DIRECTIONS: Identify each line below containing the string "ROMEO" and copy it.

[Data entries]

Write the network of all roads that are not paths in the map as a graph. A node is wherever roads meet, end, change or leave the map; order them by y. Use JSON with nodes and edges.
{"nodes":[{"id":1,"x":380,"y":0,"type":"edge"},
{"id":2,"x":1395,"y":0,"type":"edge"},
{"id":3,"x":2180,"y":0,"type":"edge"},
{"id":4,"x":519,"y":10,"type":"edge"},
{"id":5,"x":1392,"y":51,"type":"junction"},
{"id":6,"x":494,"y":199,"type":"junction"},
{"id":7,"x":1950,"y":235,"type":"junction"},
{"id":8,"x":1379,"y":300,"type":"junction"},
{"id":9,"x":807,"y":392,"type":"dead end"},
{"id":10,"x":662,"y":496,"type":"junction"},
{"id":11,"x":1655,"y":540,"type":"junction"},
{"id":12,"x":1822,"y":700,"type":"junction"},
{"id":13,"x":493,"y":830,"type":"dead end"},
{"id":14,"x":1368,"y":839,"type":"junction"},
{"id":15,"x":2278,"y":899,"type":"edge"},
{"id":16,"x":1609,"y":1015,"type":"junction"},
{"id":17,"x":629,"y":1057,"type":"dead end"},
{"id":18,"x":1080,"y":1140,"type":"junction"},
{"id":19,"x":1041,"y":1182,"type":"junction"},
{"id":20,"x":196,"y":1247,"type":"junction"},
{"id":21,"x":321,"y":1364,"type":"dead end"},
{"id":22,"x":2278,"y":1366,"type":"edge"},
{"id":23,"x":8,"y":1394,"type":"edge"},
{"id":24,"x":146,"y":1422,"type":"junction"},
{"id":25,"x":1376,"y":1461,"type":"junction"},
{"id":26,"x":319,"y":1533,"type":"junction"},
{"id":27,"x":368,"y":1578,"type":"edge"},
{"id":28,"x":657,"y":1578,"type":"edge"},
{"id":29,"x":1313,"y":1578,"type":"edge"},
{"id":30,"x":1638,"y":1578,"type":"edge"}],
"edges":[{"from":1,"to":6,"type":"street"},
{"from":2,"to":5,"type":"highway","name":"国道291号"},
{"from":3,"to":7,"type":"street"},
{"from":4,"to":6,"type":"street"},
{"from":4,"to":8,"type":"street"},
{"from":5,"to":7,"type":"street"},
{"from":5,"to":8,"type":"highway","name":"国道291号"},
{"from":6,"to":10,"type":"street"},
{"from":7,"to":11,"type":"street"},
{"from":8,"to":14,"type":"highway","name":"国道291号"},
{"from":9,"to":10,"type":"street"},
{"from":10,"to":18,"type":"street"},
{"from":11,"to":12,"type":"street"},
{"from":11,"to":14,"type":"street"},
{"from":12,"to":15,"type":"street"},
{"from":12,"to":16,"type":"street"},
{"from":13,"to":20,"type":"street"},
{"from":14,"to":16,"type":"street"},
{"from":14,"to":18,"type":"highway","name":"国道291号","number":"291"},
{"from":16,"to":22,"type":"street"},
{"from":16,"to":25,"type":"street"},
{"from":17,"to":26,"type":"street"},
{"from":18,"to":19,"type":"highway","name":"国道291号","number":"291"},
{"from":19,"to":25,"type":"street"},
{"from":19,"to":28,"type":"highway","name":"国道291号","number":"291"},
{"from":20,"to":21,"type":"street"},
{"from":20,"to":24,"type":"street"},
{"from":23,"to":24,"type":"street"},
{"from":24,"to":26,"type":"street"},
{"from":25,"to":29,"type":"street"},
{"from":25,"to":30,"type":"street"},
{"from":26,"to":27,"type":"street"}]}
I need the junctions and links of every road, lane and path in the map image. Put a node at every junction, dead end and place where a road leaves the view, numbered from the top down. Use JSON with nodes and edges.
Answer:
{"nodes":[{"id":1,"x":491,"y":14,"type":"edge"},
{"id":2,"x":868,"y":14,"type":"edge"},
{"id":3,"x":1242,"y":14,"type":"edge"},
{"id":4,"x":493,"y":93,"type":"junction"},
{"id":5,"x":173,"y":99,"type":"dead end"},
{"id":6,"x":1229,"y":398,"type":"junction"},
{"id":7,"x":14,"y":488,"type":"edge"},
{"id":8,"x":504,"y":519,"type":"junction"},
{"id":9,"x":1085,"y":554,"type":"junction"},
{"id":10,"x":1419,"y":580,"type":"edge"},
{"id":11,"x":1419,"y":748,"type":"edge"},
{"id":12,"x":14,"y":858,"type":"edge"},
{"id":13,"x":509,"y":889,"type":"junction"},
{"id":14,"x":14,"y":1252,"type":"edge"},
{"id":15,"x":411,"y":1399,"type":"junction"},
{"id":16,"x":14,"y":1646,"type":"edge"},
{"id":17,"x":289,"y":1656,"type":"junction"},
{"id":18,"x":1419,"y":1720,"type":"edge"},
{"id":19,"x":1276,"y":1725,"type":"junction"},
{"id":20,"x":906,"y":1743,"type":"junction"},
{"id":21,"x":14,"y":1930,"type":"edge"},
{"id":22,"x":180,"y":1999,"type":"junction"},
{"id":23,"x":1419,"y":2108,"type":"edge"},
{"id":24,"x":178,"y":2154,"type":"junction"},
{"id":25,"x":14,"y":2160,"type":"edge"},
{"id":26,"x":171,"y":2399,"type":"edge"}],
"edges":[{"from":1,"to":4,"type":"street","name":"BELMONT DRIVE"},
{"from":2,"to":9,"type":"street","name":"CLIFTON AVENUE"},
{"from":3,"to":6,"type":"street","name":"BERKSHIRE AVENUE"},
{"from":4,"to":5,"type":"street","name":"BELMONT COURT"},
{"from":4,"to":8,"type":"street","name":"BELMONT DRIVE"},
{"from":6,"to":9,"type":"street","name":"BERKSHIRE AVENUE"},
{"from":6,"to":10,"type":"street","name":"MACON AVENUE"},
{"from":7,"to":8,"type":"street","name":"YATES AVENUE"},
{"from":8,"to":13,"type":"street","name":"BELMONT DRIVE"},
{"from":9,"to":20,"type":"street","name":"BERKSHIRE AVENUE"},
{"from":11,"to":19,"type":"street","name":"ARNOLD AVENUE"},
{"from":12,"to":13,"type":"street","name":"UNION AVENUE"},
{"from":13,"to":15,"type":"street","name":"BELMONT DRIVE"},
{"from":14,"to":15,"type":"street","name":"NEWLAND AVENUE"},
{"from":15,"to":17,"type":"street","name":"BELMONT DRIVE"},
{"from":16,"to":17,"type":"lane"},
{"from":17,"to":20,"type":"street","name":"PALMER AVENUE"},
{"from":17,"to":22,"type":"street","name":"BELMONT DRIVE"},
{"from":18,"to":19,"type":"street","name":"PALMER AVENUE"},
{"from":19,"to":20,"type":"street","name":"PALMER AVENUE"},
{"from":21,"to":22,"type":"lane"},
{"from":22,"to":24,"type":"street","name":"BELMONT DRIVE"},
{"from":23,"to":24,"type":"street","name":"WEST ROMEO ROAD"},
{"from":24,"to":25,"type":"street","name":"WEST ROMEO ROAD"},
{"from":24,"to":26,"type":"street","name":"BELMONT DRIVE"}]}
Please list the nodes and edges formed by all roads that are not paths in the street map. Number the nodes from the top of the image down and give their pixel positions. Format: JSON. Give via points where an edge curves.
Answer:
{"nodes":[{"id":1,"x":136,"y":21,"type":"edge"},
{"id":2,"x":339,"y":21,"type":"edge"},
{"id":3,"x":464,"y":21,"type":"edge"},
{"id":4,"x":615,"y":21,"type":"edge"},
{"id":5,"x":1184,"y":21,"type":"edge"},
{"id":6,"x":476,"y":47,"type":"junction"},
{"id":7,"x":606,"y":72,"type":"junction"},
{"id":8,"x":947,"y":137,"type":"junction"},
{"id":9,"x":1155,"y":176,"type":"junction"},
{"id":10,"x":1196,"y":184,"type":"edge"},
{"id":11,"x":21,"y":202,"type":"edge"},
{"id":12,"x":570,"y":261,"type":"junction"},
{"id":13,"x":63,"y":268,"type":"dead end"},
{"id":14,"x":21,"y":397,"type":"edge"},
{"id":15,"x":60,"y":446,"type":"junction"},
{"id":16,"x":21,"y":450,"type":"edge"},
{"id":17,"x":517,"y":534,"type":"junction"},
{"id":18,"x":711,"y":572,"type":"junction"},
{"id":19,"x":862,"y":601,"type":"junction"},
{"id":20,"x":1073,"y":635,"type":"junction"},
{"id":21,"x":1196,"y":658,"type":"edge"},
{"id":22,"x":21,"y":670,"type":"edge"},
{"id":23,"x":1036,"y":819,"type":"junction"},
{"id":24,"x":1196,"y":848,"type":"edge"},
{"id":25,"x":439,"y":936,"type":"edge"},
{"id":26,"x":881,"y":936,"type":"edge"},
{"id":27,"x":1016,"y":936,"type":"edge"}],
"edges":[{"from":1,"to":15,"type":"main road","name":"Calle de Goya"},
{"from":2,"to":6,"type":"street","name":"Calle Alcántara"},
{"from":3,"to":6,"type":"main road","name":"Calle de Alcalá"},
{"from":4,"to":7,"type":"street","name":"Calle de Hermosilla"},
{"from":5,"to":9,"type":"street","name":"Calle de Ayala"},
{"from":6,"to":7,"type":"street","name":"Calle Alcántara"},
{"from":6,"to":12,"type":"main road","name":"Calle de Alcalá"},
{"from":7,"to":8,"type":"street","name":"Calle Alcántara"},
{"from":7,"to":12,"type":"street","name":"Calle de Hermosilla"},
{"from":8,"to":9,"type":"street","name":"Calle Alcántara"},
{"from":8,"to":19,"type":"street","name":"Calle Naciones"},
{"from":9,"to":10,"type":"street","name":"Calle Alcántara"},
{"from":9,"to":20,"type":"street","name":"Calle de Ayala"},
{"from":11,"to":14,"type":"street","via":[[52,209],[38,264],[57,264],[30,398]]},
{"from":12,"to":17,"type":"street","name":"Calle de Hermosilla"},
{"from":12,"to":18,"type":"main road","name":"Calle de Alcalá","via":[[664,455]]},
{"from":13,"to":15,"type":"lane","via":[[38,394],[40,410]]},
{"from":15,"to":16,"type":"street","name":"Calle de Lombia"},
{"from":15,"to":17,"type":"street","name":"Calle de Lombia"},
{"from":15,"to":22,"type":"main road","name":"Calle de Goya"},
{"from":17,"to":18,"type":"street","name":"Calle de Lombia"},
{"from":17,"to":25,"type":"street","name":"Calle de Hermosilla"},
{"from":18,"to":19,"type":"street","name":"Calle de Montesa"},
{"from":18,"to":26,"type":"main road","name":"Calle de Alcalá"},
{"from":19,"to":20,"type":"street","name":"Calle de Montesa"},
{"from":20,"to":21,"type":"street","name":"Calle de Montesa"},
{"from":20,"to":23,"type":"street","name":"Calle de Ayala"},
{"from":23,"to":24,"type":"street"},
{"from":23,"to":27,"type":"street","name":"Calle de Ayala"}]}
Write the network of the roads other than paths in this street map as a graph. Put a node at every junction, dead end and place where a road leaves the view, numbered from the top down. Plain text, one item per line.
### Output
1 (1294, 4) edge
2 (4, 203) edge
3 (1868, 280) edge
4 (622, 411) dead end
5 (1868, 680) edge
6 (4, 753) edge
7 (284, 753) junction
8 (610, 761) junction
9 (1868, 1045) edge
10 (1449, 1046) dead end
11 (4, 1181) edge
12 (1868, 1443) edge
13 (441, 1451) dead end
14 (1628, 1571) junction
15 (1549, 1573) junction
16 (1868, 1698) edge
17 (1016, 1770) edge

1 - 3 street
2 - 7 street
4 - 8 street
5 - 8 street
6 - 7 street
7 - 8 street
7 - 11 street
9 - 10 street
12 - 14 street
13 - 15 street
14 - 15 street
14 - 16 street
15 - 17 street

RESULT FOR THIS TASK:
{"from":23,"to":24,"type":"street","name":"WEST ROMEO ROAD"},
{"from":24,"to":25,"type":"street","name":"WEST ROMEO ROAD"},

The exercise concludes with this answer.